**Data to examine:**

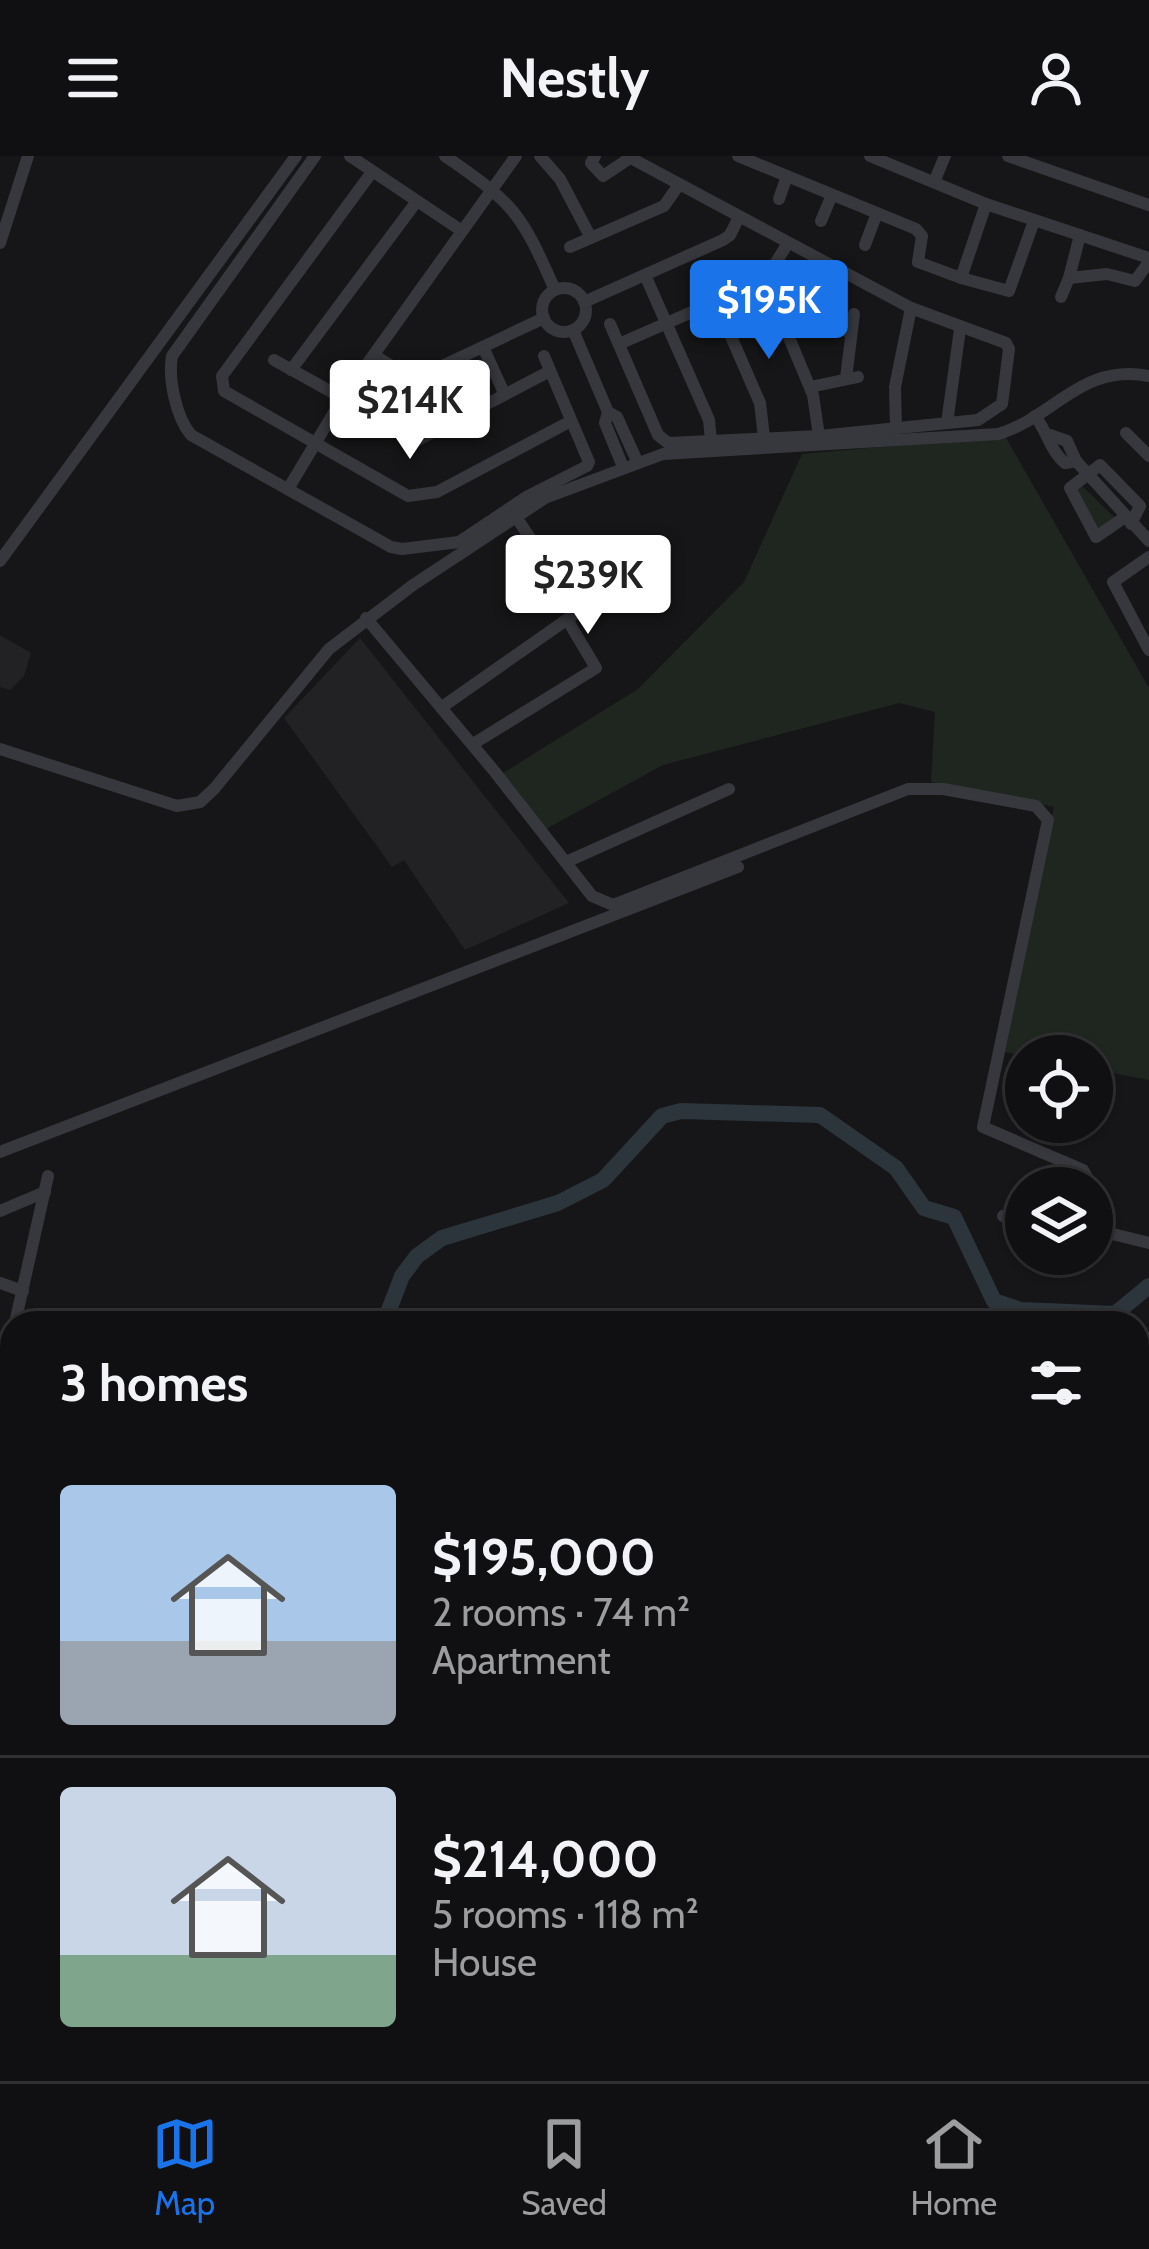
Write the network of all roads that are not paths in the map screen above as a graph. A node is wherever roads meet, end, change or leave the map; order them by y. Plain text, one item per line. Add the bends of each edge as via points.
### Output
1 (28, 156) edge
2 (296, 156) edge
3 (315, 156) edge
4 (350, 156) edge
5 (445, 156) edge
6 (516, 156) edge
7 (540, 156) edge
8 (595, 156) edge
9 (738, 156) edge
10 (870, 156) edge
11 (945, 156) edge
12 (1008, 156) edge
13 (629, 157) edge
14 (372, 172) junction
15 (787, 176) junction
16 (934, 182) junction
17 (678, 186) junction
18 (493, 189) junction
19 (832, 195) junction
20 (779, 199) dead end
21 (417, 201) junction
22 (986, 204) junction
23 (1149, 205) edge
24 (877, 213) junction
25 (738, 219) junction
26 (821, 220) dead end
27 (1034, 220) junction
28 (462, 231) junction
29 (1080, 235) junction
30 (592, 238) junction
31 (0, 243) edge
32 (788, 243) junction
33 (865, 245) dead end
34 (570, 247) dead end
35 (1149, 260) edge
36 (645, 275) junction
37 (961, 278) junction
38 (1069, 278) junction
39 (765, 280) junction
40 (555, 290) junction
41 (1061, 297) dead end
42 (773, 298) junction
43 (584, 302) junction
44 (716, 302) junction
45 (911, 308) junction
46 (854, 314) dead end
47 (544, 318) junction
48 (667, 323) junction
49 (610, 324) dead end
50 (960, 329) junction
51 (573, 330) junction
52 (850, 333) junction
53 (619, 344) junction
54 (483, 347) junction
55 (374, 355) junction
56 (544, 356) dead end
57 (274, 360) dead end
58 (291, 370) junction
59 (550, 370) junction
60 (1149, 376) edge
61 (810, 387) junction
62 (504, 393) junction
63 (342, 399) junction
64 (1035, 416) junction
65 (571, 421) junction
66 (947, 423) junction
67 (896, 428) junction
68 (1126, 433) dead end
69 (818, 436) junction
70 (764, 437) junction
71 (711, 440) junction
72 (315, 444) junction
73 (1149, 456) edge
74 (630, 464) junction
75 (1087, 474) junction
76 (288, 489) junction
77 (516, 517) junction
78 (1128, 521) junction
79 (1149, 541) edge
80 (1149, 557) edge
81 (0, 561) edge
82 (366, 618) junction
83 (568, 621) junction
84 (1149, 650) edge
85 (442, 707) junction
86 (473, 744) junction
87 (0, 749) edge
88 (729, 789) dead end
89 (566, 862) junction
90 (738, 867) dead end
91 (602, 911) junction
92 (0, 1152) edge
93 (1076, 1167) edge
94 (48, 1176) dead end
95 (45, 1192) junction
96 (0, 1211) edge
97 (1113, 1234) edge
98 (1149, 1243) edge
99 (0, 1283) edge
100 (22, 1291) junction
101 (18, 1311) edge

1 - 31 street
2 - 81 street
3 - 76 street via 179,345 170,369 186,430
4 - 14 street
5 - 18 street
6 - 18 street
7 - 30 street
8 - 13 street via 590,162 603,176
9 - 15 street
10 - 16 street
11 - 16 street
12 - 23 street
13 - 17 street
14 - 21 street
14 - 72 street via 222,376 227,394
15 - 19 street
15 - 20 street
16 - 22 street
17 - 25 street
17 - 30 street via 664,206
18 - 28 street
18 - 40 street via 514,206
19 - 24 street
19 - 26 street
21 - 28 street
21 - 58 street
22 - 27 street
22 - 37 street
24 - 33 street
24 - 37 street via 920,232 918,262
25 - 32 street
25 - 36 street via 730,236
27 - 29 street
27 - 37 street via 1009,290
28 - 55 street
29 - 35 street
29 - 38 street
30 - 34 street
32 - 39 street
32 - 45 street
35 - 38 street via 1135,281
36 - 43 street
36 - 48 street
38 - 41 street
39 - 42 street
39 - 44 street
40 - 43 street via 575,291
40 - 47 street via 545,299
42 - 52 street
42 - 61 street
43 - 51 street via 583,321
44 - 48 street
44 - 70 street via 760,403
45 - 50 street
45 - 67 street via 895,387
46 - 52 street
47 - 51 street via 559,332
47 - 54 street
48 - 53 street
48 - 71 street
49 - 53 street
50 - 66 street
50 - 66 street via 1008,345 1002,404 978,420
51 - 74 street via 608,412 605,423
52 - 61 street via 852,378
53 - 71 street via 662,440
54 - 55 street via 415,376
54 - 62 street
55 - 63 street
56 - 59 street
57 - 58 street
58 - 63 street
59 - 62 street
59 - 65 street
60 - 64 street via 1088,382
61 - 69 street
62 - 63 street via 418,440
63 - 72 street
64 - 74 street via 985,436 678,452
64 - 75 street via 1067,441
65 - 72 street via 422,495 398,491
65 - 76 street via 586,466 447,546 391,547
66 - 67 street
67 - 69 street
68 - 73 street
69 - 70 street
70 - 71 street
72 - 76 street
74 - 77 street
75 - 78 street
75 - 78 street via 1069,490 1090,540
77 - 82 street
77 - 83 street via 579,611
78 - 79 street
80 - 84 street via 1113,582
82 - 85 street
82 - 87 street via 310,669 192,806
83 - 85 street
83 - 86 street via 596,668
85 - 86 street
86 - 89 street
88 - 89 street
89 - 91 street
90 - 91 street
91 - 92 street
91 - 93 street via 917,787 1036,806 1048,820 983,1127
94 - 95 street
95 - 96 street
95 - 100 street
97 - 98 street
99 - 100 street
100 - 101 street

**What the task asks:** Output nothing but the records above, word for word, with the pictures removed.

**Exercise answer:**
Write the network of all roads that are not paths in the map screen above as a graph. A node is wherever roads meet, end, change or leave the map; order them by y. Plain text, one item per line. Add the bends of each edge as via points.
### Output
1 (28, 156) edge
2 (296, 156) edge
3 (315, 156) edge
4 (350, 156) edge
5 (445, 156) edge
6 (516, 156) edge
7 (540, 156) edge
8 (595, 156) edge
9 (738, 156) edge
10 (870, 156) edge
11 (945, 156) edge
12 (1008, 156) edge
13 (629, 157) edge
14 (372, 172) junction
15 (787, 176) junction
16 (934, 182) junction
17 (678, 186) junction
18 (493, 189) junction
19 (832, 195) junction
20 (779, 199) dead end
21 (417, 201) junction
22 (986, 204) junction
23 (1149, 205) edge
24 (877, 213) junction
25 (738, 219) junction
26 (821, 220) dead end
27 (1034, 220) junction
28 (462, 231) junction
29 (1080, 235) junction
30 (592, 238) junction
31 (0, 243) edge
32 (788, 243) junction
33 (865, 245) dead end
34 (570, 247) dead end
35 (1149, 260) edge
36 (645, 275) junction
37 (961, 278) junction
38 (1069, 278) junction
39 (765, 280) junction
40 (555, 290) junction
41 (1061, 297) dead end
42 (773, 298) junction
43 (584, 302) junction
44 (716, 302) junction
45 (911, 308) junction
46 (854, 314) dead end
47 (544, 318) junction
48 (667, 323) junction
49 (610, 324) dead end
50 (960, 329) junction
51 (573, 330) junction
52 (850, 333) junction
53 (619, 344) junction
54 (483, 347) junction
55 (374, 355) junction
56 (544, 356) dead end
57 (274, 360) dead end
58 (291, 370) junction
59 (550, 370) junction
60 (1149, 376) edge
61 (810, 387) junction
62 (504, 393) junction
63 (342, 399) junction
64 (1035, 416) junction
65 (571, 421) junction
66 (947, 423) junction
67 (896, 428) junction
68 (1126, 433) dead end
69 (818, 436) junction
70 (764, 437) junction
71 (711, 440) junction
72 (315, 444) junction
73 (1149, 456) edge
74 (630, 464) junction
75 (1087, 474) junction
76 (288, 489) junction
77 (516, 517) junction
78 (1128, 521) junction
79 (1149, 541) edge
80 (1149, 557) edge
81 (0, 561) edge
82 (366, 618) junction
83 (568, 621) junction
84 (1149, 650) edge
85 (442, 707) junction
86 (473, 744) junction
87 (0, 749) edge
88 (729, 789) dead end
89 (566, 862) junction
90 (738, 867) dead end
91 (602, 911) junction
92 (0, 1152) edge
93 (1076, 1167) edge
94 (48, 1176) dead end
95 (45, 1192) junction
96 (0, 1211) edge
97 (1113, 1234) edge
98 (1149, 1243) edge
99 (0, 1283) edge
100 (22, 1291) junction
101 (18, 1311) edge

1 - 31 street
2 - 81 street
3 - 76 street via 179,345 170,369 186,430
4 - 14 street
5 - 18 street
6 - 18 street
7 - 30 street
8 - 13 street via 590,162 603,176
9 - 15 street
10 - 16 street
11 - 16 street
12 - 23 street
13 - 17 street
14 - 21 street
14 - 72 street via 222,376 227,394
15 - 19 street
15 - 20 street
16 - 22 street
17 - 25 street
17 - 30 street via 664,206
18 - 28 street
18 - 40 street via 514,206
19 - 24 street
19 - 26 street
21 - 28 street
21 - 58 street
22 - 27 street
22 - 37 street
24 - 33 street
24 - 37 street via 920,232 918,262
25 - 32 street
25 - 36 street via 730,236
27 - 29 street
27 - 37 street via 1009,290
28 - 55 street
29 - 35 street
29 - 38 street
30 - 34 street
32 - 39 street
32 - 45 street
35 - 38 street via 1135,281
36 - 43 street
36 - 48 street
38 - 41 street
39 - 42 street
39 - 44 street
40 - 43 street via 575,291
40 - 47 street via 545,299
42 - 52 street
42 - 61 street
43 - 51 street via 583,321
44 - 48 street
44 - 70 street via 760,403
45 - 50 street
45 - 67 street via 895,387
46 - 52 street
47 - 51 street via 559,332
47 - 54 street
48 - 53 street
48 - 71 street
49 - 53 street
50 - 66 street
50 - 66 street via 1008,345 1002,404 978,420
51 - 74 street via 608,412 605,423
52 - 61 street via 852,378
53 - 71 street via 662,440
54 - 55 street via 415,376
54 - 62 street
55 - 63 street
56 - 59 street
57 - 58 street
58 - 63 street
59 - 62 street
59 - 65 street
60 - 64 street via 1088,382
61 - 69 street
62 - 63 street via 418,440
63 - 72 street
64 - 74 street via 985,436 678,452
64 - 75 street via 1067,441
65 - 72 street via 422,495 398,491
65 - 76 street via 586,466 447,546 391,547
66 - 67 street
67 - 69 street
68 - 73 street
69 - 70 street
70 - 71 street
72 - 76 street
74 - 77 street
75 - 78 street
75 - 78 street via 1069,490 1090,540
77 - 82 street
77 - 83 street via 579,611
78 - 79 street
80 - 84 street via 1113,582
82 - 85 street
82 - 87 street via 310,669 192,806
83 - 85 street
83 - 86 street via 596,668
85 - 86 street
86 - 89 street
88 - 89 street
89 - 91 street
90 - 91 street
91 - 92 street
91 - 93 street via 917,787 1036,806 1048,820 983,1127
94 - 95 street
95 - 96 street
95 - 100 street
97 - 98 street
99 - 100 street
100 - 101 street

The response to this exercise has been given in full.